- 前回に続いて,学習済みモデルの中間層の出力を取り出す例として,学習済みCNNを自己符号化(オートエンコーダ)として使う例をやってみる。
- コードはPyTorch公式exampleのmnistを少しいじって,モデルの中間層が取り出しやすくして,t-SNEによる埋め込みを行った。と言っても,t-SNEはsklearnを使っているだけ。t-SNEはアルゴリズム的に学習済みモデルを使って予測,という類の使い方ではない。つまり,他のsklearnのモデルみたいに学習データでfitして,評価したいデータをpredict,みたいな使い方は(基本的には)できない。
from __future__ import print_function
import numpy as np
from sklearn.manifold import TSNE
import matplotlib.pyplot as plt
import argparse
import torch
import torch.nn as nn
import torch.nn.functional as F
import torch.optim as optim
from torchvision import datasets, transforms
class Net(nn.Module):
def __init__(self):
super(Net, self).__init__()
self.encoder = nn.Sequential(
nn.Conv2d(1, 10, kernel_size=5),
nn.MaxPool2d(kernel_size=2),
nn.ReLU(),
nn.Conv2d(10, 20, kernel_size=5),
nn.Dropout2d(),
nn.MaxPool2d(kernel_size=2),
nn.ReLU(),
)
self.fc1 = nn.Linear(320, 50)
self.fc2 = nn.Linear(50, 10)
def forward(self, x):
x = self.encoder(x)
x = x.view(-1, 320)
x = F.relu(self.fc1(x))
x = F.dropout(x, training=self.training)
x = self.fc2(x)
return F.log_softmax(x, dim=1)
def train(args, model, device, train_loader, optimizer, epoch):
model.train()
for batch_idx, (data, target) in enumerate(train_loader):
data, target = data.to(device), target.to(device)
optimizer.zero_grad()
output = model(data)
loss = F.nll_loss(output, target)
loss.backward()
optimizer.step()
if batch_idx % args.log_interval == 0:
print('Train Epoch: {} [{}/{} ({:.0f}%)]\tLoss: {:.6f}'.format(
epoch, batch_idx * len(data), len(train_loader.dataset),
100. * batch_idx / len(train_loader), loss.item()))

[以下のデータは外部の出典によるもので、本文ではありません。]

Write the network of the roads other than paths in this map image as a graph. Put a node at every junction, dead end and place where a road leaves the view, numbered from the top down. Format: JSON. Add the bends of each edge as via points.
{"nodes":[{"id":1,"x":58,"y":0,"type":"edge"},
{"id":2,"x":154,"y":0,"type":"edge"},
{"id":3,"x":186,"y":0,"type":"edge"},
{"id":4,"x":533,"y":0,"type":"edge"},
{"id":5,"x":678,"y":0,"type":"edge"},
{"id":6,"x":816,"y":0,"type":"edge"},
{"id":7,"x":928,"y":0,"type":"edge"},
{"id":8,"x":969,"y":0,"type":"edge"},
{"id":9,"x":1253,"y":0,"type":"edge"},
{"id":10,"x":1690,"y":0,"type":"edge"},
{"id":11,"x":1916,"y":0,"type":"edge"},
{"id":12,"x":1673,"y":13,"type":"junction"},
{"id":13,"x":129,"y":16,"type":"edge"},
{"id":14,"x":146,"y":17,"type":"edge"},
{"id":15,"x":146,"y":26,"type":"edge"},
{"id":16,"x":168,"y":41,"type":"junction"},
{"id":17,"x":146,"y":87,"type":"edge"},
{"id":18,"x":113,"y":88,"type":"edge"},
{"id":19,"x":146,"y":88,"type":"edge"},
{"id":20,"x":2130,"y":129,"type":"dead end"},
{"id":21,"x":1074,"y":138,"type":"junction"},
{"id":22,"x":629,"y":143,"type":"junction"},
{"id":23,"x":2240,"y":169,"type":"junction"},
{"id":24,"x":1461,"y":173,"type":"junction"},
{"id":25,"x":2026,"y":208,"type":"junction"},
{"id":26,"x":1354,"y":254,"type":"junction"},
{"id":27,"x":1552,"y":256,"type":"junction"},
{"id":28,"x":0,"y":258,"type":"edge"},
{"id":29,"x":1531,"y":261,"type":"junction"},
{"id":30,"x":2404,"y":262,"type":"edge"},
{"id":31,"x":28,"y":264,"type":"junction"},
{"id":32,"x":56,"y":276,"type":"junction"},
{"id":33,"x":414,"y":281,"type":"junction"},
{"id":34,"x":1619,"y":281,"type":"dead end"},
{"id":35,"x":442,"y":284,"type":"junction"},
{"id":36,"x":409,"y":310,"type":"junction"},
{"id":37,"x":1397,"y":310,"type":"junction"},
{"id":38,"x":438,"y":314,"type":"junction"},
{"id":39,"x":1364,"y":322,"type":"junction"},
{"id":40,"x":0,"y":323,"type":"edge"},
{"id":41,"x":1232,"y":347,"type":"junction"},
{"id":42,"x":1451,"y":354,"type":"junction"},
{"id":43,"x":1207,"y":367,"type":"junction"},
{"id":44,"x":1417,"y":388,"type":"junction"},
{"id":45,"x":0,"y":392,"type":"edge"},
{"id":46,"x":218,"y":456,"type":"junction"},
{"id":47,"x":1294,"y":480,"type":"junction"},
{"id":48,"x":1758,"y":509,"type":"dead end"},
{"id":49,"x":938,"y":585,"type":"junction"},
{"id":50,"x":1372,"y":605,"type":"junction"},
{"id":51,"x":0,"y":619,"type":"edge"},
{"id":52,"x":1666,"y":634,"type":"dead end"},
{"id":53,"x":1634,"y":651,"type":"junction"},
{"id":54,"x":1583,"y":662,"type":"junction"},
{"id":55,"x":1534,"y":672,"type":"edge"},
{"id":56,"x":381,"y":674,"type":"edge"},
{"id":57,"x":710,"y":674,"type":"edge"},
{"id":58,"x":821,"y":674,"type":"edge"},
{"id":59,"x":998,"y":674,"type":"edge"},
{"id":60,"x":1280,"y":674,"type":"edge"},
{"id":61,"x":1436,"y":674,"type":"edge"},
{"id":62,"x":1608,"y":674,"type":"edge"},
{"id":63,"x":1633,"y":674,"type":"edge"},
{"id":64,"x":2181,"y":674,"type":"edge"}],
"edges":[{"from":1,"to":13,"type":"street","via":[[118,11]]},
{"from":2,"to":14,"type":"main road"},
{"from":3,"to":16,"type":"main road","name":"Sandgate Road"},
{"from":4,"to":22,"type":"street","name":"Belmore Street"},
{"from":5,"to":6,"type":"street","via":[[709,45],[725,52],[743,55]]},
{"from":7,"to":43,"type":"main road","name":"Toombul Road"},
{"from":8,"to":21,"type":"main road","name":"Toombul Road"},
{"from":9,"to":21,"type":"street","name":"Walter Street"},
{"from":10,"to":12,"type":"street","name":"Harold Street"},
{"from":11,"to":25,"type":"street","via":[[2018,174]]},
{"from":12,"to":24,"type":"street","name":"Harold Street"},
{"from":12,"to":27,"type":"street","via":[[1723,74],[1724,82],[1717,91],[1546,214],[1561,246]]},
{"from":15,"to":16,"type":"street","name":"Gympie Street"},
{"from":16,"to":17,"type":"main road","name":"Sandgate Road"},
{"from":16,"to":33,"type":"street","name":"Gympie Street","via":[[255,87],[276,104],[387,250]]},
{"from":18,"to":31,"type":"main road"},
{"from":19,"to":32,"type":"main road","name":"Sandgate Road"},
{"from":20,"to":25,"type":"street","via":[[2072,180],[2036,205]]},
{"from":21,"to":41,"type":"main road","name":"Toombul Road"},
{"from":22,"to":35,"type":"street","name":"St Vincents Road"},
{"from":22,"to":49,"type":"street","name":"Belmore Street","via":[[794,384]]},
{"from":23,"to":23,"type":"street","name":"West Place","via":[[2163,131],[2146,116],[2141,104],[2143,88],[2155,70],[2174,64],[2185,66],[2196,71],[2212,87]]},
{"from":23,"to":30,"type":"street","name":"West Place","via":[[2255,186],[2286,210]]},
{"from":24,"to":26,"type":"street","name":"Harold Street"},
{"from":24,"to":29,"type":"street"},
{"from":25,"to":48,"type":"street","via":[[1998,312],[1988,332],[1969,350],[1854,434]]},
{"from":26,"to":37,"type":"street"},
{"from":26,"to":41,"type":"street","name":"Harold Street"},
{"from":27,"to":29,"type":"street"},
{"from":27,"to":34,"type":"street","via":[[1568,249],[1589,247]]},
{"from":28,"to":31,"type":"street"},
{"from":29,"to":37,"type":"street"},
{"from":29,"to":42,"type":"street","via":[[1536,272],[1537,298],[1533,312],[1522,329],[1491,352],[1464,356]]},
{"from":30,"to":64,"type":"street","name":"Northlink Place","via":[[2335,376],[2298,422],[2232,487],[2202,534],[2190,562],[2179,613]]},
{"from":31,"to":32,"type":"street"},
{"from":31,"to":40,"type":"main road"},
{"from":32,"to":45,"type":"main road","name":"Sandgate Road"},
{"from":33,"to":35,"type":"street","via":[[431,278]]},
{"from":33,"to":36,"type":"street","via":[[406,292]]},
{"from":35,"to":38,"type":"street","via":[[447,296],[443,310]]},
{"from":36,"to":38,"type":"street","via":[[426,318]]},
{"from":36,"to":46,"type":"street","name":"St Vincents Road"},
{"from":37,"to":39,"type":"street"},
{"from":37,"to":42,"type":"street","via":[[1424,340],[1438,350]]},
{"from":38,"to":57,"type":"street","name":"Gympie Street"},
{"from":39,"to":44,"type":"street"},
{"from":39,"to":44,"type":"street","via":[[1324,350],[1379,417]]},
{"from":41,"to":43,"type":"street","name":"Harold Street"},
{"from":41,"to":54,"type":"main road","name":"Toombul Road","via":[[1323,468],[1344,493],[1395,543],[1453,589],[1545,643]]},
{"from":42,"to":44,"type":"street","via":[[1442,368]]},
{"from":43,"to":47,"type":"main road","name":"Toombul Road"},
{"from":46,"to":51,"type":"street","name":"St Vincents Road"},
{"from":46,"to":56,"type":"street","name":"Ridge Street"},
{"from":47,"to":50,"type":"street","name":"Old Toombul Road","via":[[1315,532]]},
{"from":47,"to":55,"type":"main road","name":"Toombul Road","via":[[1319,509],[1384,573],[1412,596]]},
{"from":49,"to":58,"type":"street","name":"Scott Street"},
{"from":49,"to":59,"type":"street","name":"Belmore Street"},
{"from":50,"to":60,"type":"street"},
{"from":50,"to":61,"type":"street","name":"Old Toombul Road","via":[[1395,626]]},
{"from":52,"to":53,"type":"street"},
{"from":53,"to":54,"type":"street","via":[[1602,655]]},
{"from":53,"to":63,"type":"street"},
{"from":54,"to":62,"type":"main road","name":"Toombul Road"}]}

def test(args, model, device, test_loader):
model.eval()
test_loss = 0
correct = 0
with torch.no_grad():
for data, target in test_loader:
data, target = data.to(device), target.to(device)
output = model(data)
test_loss += F.nll_loss(output, target, reduction='sum').item()
pred = output.max(1, keepdim=True)[1]
correct += pred.eq(target.view_as(pred)).sum().item()
test_loss /= len(test_loader.dataset)
print('\nTest set: Average loss: {:.4f}, Accuracy: {}/{} ({:.0f}%)\n'.format(
test_loss, correct, len(test_loader.dataset),
100. * correct / len(test_loader.dataset)))
def auto_encode(args, model, device, test_loader):
model.eval()
with torch.no_grad():
for data, target in test_loader:
data, target = data.to(device), target.to(device)
latent_vecs = model.encoder(data)
latent_vecs = latent_vecs.view(-1, 320)
latent_vecs = model.fc1(latent_vecs)
return latent_vecs, target
def main(train=False):
parser = argparse.ArgumentParser(description='PyTorch MNIST Example')
parser.add_argument('--batch-size', type=int, default=64, metavar='N',
help='input batch size for training (default: 64)')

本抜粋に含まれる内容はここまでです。